The repertoire of chorales was reduced as work proceeded. Andrew rightly sensed
that too many chorales would create an excess of material to shape while having
to stick to our brief for the duration of the work. But it is important to note
that these decisions came out of discussions at the libretto-writing stage.
It has been said that music has a degree of persuasiveness that words
can only aspire to. The completion of the chorale at the end of JHB is more moving than a mere spoken
rendering would be. Music can even, handily sometimes, lead us up the wrong
emotional path. So what do we miss if we don’t know the words?
At the end of Das Rheingold,
there is a shimmering and swelling in the music which finally blazes forth in a
proud, even harsh, assertion of triumphal power. The Gods are finally crossing
the rainbow bridge into their citadel Valhalla.
This is the most wonderful example of pure, unalloyed
‘rubbing-the-loser’s-nose-in-it’ victory. An audience may even hate themselves
for feeling excited, associating Wagner’s music with Nuremberg Rallies and
sheer unconscionable arrogance!
But the thing is: the ‘Entry of the Gods into Valhalla’ can only have
this meaning when you’ve paid no
attention to the storyline; when you’ve ignored the dramatic context.
Because when you finally hear this passage in the theatre, or at least as part
of the music drama, to use Wagner’s term, you realise that the gods are
entering a kingdom that has been doomed; that Wotan and the other gods are
blind, as Loge says, ‘to the end towards which they are heading’. He says it, but we even see them step over
the dead body of Fasolt or freeze momentarily at the sound of the Rhinemaidens
keening below. It is the most spectacular example of irony in the history of…

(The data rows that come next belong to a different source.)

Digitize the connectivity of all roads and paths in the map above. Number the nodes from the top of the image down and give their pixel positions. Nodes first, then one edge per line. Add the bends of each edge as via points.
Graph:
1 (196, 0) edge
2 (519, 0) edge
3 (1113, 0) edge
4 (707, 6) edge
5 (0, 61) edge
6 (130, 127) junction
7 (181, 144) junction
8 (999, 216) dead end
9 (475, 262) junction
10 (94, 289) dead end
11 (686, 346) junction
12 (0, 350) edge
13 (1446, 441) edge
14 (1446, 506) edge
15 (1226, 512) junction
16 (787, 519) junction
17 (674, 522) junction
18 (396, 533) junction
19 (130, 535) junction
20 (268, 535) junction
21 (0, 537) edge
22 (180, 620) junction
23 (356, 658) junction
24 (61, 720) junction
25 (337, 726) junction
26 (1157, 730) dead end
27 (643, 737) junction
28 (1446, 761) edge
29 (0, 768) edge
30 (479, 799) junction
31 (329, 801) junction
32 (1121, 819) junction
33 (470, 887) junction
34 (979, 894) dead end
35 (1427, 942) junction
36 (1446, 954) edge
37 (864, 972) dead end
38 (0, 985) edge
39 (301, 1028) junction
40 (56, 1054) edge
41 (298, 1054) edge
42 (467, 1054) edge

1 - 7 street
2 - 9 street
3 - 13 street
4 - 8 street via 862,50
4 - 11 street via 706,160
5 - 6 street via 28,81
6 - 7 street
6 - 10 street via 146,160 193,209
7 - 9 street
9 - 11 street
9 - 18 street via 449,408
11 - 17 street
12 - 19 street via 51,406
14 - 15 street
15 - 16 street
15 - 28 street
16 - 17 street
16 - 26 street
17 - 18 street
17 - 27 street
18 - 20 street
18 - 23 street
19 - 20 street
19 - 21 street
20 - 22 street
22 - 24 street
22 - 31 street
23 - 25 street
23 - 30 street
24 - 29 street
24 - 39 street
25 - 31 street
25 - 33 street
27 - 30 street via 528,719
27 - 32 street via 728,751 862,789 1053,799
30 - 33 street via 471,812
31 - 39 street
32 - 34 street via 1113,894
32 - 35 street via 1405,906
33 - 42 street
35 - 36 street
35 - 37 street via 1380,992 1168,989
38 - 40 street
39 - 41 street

well, what is it? Music or Drama? But one thing’s for sure. You need the drama
to ‘get’ this irony. The combination of both elements together creates an emotional nuance that libretto and music
wouldn’t be able to achieve on their own. And it’s not just Loge’s words that
fulfil the whole condition of undermining. We have just watched two hours of
Wotan tieing himself in knots, back-pedalling and swindling. You can twig, even
without selecting the subtitle option on your DVD.
True, we can be mightily swayed by music, but even misinterpreting
depends on knowing what is conveyed by the sounds. Never having read the
surtitles at the beginning of Madama
Butterfly, we may overlook Pinkerton’s bastardry (the fact that he is
calculating the length of the marriage contract) because the opening of this
opera is what romantic music sounds like to us; we know from a thousand contexts. Do we know enough about Inuit
music to know what is moving in it? The opening bars of Tristan – what do they mean? Without the context – in this case 100
years of tonality – do we know that a minor 6th in 19th
century Romantic music denotes yearning?
Context is all important. In JHB
I was able to convey the outcome of the story of the crow of Mbalka; how he was
drowned by the rain women of Erea, in few enough words to allow the music to
continue unimpeded, because the story had been previously established.
Super-structure. Context. And sequence!
Thinking any of this has much to do with the beauty of the words is a
bit of a furphy. The words in fact should probably be as simple as possible.
The score can pinpoint the exact shade of emotion; the libretto has an
anchoring, orientating primacy. Be
careful of being too flash.
I find John Adams and Alice Goodman’s Nixon in China exceptionally, even movingly clear, so it may seem
churlish to pounce on this next example. But I remember being impressed by
certain lines in Act I, the chorus singing:
The people are the heroes now
The heroes pull the peasants’ plow
Of course, a successful libretto should provide the composer with
musical opportunities that enhance the dramatic flow. It is an absolute
masterstroke in the libretto of Verdi/Boito’s Otello to begin with Shakespeare’s second act and therefore give
the composer and the drama a storm to start with.
Journey to Horseshoe Bend fast forwards
through the preparations and background to the journey to light on a chorale
which arises, as if spontaneously from the voices of the Ntaria women. The
first pages draw from the novel to create a couple of musical situations –
sunrise and chorale. It was a libretto-stage decision to leave out T.G.H.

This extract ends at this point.